● Required action: Print the records exactly. Miss nothing.

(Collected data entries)
*** Block opens ***
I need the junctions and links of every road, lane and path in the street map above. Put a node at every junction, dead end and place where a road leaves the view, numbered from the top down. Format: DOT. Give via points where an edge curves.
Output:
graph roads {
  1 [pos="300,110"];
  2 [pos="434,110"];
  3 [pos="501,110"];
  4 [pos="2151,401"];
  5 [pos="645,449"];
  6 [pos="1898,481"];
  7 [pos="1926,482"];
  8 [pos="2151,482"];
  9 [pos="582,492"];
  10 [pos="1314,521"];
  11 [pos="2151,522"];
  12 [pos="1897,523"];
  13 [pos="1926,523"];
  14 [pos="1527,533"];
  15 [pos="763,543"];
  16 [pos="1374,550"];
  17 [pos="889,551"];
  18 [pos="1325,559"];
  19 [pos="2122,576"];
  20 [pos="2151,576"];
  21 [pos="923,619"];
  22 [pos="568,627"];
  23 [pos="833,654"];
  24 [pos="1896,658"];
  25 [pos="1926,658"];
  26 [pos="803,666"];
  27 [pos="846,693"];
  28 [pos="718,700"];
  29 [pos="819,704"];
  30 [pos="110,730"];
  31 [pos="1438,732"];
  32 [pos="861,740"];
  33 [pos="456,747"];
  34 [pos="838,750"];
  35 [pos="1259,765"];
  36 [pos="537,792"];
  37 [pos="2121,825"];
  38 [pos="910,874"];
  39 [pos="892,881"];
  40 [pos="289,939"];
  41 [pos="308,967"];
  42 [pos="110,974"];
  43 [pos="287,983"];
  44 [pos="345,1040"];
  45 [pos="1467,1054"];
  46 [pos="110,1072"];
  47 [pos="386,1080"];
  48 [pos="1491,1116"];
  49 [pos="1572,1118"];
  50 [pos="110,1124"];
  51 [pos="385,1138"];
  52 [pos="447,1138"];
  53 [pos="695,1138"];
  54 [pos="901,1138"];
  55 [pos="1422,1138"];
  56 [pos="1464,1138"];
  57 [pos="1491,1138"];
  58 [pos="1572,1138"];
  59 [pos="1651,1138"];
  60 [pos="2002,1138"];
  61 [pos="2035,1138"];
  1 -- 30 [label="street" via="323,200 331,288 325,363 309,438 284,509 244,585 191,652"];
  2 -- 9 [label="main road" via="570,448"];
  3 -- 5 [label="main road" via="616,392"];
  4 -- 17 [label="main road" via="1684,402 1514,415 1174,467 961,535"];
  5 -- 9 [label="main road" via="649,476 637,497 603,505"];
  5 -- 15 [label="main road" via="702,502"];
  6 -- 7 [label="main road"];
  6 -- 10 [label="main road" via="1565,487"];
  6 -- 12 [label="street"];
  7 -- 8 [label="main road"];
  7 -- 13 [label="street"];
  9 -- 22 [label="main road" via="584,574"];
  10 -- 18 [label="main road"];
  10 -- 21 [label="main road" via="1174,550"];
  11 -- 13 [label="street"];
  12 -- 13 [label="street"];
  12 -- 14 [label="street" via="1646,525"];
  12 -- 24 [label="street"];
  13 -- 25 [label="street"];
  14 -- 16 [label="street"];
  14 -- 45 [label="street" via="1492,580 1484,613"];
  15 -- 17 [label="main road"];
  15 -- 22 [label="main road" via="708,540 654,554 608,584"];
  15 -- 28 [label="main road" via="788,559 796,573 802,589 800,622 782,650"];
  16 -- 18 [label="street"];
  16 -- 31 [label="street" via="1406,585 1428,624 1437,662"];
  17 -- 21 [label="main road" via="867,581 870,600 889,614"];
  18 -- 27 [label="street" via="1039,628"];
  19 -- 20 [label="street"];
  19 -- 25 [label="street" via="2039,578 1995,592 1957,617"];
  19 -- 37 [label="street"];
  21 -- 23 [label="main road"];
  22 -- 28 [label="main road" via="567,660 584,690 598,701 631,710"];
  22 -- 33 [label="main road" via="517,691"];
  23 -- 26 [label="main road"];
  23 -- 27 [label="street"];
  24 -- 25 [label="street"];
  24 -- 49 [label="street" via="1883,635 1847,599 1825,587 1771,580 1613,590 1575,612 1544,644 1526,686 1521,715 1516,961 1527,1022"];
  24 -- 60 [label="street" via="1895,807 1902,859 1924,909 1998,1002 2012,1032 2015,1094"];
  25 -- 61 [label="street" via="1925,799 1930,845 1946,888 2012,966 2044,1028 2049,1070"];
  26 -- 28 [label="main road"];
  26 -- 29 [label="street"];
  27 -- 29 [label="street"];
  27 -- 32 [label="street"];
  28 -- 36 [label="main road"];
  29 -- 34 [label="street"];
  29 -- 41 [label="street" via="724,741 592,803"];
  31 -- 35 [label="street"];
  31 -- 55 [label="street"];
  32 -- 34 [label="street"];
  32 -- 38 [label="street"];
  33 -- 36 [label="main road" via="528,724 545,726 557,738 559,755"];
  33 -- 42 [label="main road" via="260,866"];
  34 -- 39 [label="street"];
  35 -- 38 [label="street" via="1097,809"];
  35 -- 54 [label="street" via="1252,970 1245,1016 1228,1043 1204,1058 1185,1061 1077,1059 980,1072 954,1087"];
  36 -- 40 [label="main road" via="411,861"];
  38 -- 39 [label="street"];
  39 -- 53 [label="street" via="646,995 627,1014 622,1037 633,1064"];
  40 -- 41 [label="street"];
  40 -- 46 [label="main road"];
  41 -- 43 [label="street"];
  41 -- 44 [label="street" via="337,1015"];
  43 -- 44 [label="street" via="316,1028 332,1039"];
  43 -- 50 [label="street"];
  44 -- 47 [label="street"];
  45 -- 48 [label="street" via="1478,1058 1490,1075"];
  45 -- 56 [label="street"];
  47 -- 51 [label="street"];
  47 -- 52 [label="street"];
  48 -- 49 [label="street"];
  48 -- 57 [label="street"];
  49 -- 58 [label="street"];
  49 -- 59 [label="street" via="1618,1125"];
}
*** Block closes ***
● Written reply:
I need the junctions and links of every road, lane and path in the street map above. Put a node at every junction, dead end and place where a road leaves the view, numbered from the top down. Format: DOT. Give via points where an edge curves.
Output:
graph roads {
  1 [pos="300,110"];
  2 [pos="434,110"];
  3 [pos="501,110"];
  4 [pos="2151,401"];
  5 [pos="645,449"];
  6 [pos="1898,481"];
  7 [pos="1926,482"];
  8 [pos="2151,482"];
  9 [pos="582,492"];
  10 [pos="1314,521"];
  11 [pos="2151,522"];
  12 [pos="1897,523"];
  13 [pos="1926,523"];
  14 [pos="1527,533"];
  15 [pos="763,543"];
  16 [pos="1374,550"];
  17 [pos="889,551"];
  18 [pos="1325,559"];
  19 [pos="2122,576"];
  20 [pos="2151,576"];
  21 [pos="923,619"];
  22 [pos="568,627"];
  23 [pos="833,654"];
  24 [pos="1896,658"];
  25 [pos="1926,658"];
  26 [pos="803,666"];
  27 [pos="846,693"];
  28 [pos="718,700"];
  29 [pos="819,704"];
  30 [pos="110,730"];
  31 [pos="1438,732"];
  32 [pos="861,740"];
  33 [pos="456,747"];
  34 [pos="838,750"];
  35 [pos="1259,765"];
  36 [pos="537,792"];
  37 [pos="2121,825"];
  38 [pos="910,874"];
  39 [pos="892,881"];
  40 [pos="289,939"];
  41 [pos="308,967"];
  42 [pos="110,974"];
  43 [pos="287,983"];
  44 [pos="345,1040"];
  45 [pos="1467,1054"];
  46 [pos="110,1072"];
  47 [pos="386,1080"];
  48 [pos="1491,1116"];
  49 [pos="1572,1118"];
  50 [pos="110,1124"];
  51 [pos="385,1138"];
  52 [pos="447,1138"];
  53 [pos="695,1138"];
  54 [pos="901,1138"];
  55 [pos="1422,1138"];
  56 [pos="1464,1138"];
  57 [pos="1491,1138"];
  58 [pos="1572,1138"];
  59 [pos="1651,1138"];
  60 [pos="2002,1138"];
  61 [pos="2035,1138"];
  1 -- 30 [label="street" via="323,200 331,288 325,363 309,438 284,509 244,585 191,652"];
  2 -- 9 [label="main road" via="570,448"];
  3 -- 5 [label="main road" via="616,392"];
  4 -- 17 [label="main road" via="1684,402 1514,415 1174,467 961,535"];
  5 -- 9 [label="main road" via="649,476 637,497 603,505"];
  5 -- 15 [label="main road" via="702,502"];
  6 -- 7 [label="main road"];
  6 -- 10 [label="main road" via="1565,487"];
  6 -- 12 [label="street"];
  7 -- 8 [label="main road"];
  7 -- 13 [label="street"];
  9 -- 22 [label="main road" via="584,574"];
  10 -- 18 [label="main road"];
  10 -- 21 [label="main road" via="1174,550"];
  11 -- 13 [label="street"];
  12 -- 13 [label="street"];
  12 -- 14 [label="street" via="1646,525"];
  12 -- 24 [label="street"];
  13 -- 25 [label="street"];
  14 -- 16 [label="street"];
  14 -- 45 [label="street" via="1492,580 1484,613"];
  15 -- 17 [label="main road"];
  15 -- 22 [label="main road" via="708,540 654,554 608,584"];
  15 -- 28 [label="main road" via="788,559 796,573 802,589 800,622 782,650"];
  16 -- 18 [label="street"];
  16 -- 31 [label="street" via="1406,585 1428,624 1437,662"];
  17 -- 21 [label="main road" via="867,581 870,600 889,614"];
  18 -- 27 [label="street" via="1039,628"];
  19 -- 20 [label="street"];
  19 -- 25 [label="street" via="2039,578 1995,592 1957,617"];
  19 -- 37 [label="street"];
  21 -- 23 [label="main road"];
  22 -- 28 [label="main road" via="567,660 584,690 598,701 631,710"];
  22 -- 33 [label="main road" via="517,691"];
  23 -- 26 [label="main road"];
  23 -- 27 [label="street"];
  24 -- 25 [label="street"];
  24 -- 49 [label="street" via="1883,635 1847,599 1825,587 1771,580 1613,590 1575,612 1544,644 1526,686 1521,715 1516,961 1527,1022"];
  24 -- 60 [label="street" via="1895,807 1902,859 1924,909 1998,1002 2012,1032 2015,1094"];
  25 -- 61 [label="street" via="1925,799 1930,845 1946,888 2012,966 2044,1028 2049,1070"];
  26 -- 28 [label="main road"];
  26 -- 29 [label="street"];
  27 -- 29 [label="street"];
  27 -- 32 [label="street"];
  28 -- 36 [label="main road"];
  29 -- 34 [label="street"];
  29 -- 41 [label="street" via="724,741 592,803"];
  31 -- 35 [label="street"];
  31 -- 55 [label="street"];
  32 -- 34 [label="street"];
  32 -- 38 [label="street"];
  33 -- 36 [label="main road" via="528,724 545,726 557,738 559,755"];
  33 -- 42 [label="main road" via="260,866"];
  34 -- 39 [label="street"];
  35 -- 38 [label="street" via="1097,809"];
  35 -- 54 [label="street" via="1252,970 1245,1016 1228,1043 1204,1058 1185,1061 1077,1059 980,1072 954,1087"];
  36 -- 40 [label="main road" via="411,861"];
  38 -- 39 [label="street"];
  39 -- 53 [label="street" via="646,995 627,1014 622,1037 633,1064"];
  40 -- 41 [label="street"];
  40 -- 46 [label="main road"];
  41 -- 43 [label="street"];
  41 -- 44 [label="street" via="337,1015"];
  43 -- 44 [label="street" via="316,1028 332,1039"];
  43 -- 50 [label="street"];
  44 -- 47 [label="street"];
  45 -- 48 [label="street" via="1478,1058 1490,1075"];
  45 -- 56 [label="street"];
  47 -- 51 [label="street"];
  47 -- 52 [label="street"];
  48 -- 49 [label="street"];
  48 -- 57 [label="street"];
  49 -- 58 [label="street"];
  49 -- 59 [label="street" via="1618,1125"];
}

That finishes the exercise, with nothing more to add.